WHAT YOU NEED TO DO
Would you print each of the entries below precisely as given?

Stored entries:
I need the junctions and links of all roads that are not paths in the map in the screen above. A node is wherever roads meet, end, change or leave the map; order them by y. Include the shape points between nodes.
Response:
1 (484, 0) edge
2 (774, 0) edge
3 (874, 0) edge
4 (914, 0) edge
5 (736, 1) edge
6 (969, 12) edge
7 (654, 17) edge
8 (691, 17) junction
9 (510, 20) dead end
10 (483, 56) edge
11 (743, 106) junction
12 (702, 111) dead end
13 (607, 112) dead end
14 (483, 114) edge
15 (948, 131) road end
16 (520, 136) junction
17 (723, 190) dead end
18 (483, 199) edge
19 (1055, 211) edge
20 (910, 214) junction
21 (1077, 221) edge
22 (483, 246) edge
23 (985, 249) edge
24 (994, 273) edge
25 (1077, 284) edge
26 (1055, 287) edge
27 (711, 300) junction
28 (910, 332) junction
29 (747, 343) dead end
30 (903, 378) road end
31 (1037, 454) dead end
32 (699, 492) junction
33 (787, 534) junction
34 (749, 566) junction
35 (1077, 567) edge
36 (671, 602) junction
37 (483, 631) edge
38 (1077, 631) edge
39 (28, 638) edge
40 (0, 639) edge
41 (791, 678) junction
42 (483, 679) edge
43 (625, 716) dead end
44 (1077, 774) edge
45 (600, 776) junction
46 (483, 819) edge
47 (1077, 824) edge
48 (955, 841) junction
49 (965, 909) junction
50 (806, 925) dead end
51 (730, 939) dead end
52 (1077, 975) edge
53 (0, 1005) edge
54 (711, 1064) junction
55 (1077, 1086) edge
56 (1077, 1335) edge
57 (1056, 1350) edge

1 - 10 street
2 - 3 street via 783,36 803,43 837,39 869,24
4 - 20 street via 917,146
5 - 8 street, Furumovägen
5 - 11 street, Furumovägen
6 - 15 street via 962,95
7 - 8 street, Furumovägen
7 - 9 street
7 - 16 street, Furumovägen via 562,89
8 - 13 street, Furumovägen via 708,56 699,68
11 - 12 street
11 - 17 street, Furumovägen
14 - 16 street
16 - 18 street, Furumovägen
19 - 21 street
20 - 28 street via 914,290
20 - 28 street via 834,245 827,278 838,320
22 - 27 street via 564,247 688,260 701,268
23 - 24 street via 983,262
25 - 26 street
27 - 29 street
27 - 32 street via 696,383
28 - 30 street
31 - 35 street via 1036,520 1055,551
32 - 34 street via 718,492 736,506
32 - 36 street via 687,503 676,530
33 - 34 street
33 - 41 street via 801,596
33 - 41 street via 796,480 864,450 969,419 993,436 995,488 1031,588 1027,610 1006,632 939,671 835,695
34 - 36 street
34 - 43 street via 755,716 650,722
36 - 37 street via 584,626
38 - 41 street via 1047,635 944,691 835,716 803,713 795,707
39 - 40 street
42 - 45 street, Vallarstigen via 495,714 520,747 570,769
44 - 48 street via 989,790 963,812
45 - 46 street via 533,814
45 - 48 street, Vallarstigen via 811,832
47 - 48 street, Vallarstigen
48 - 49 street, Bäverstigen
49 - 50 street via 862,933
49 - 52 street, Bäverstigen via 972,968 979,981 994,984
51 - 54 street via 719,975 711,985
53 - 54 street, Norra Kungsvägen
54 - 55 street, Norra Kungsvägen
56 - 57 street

ANSWER AREA
I need the junctions and links of all roads that are not paths in the map in the screen above. A node is wherever roads meet, end, change or leave the map; order them by y. Include the shape points between nodes.
Response:
1 (484, 0) edge
2 (774, 0) edge
3 (874, 0) edge
4 (914, 0) edge
5 (736, 1) edge
6 (969, 12) edge
7 (654, 17) edge
8 (691, 17) junction
9 (510, 20) dead end
10 (483, 56) edge
11 (743, 106) junction
12 (702, 111) dead end
13 (607, 112) dead end
14 (483, 114) edge
15 (948, 131) road end
16 (520, 136) junction
17 (723, 190) dead end
18 (483, 199) edge
19 (1055, 211) edge
20 (910, 214) junction
21 (1077, 221) edge
22 (483, 246) edge
23 (985, 249) edge
24 (994, 273) edge
25 (1077, 284) edge
26 (1055, 287) edge
27 (711, 300) junction
28 (910, 332) junction
29 (747, 343) dead end
30 (903, 378) road end
31 (1037, 454) dead end
32 (699, 492) junction
33 (787, 534) junction
34 (749, 566) junction
35 (1077, 567) edge
36 (671, 602) junction
37 (483, 631) edge
38 (1077, 631) edge
39 (28, 638) edge
40 (0, 639) edge
41 (791, 678) junction
42 (483, 679) edge
43 (625, 716) dead end
44 (1077, 774) edge
45 (600, 776) junction
46 (483, 819) edge
47 (1077, 824) edge
48 (955, 841) junction
49 (965, 909) junction
50 (806, 925) dead end
51 (730, 939) dead end
52 (1077, 975) edge
53 (0, 1005) edge
54 (711, 1064) junction
55 (1077, 1086) edge
56 (1077, 1335) edge
57 (1056, 1350) edge

1 - 10 street
2 - 3 street via 783,36 803,43 837,39 869,24
4 - 20 street via 917,146
5 - 8 street, Furumovägen
5 - 11 street, Furumovägen
6 - 15 street via 962,95
7 - 8 street, Furumovägen
7 - 9 street
7 - 16 street, Furumovägen via 562,89
8 - 13 street, Furumovägen via 708,56 699,68
11 - 12 street
11 - 17 street, Furumovägen
14 - 16 street
16 - 18 street, Furumovägen
19 - 21 street
20 - 28 street via 914,290
20 - 28 street via 834,245 827,278 838,320
22 - 27 street via 564,247 688,260 701,268
23 - 24 street via 983,262
25 - 26 street
27 - 29 street
27 - 32 street via 696,383
28 - 30 street
31 - 35 street via 1036,520 1055,551
32 - 34 street via 718,492 736,506
32 - 36 street via 687,503 676,530
33 - 34 street
33 - 41 street via 801,596
33 - 41 street via 796,480 864,450 969,419 993,436 995,488 1031,588 1027,610 1006,632 939,671 835,695
34 - 36 street
34 - 43 street via 755,716 650,722
36 - 37 street via 584,626
38 - 41 street via 1047,635 944,691 835,716 803,713 795,707
39 - 40 street
42 - 45 street, Vallarstigen via 495,714 520,747 570,769
44 - 48 street via 989,790 963,812
45 - 46 street via 533,814
45 - 48 street, Vallarstigen via 811,832
47 - 48 street, Vallarstigen
48 - 49 street, Bäverstigen
49 - 50 street via 862,933
49 - 52 street, Bäverstigen via 972,968 979,981 994,984
51 - 54 street via 719,975 711,985
53 - 54 street, Norra Kungsvägen
54 - 55 street, Norra Kungsvägen
56 - 57 street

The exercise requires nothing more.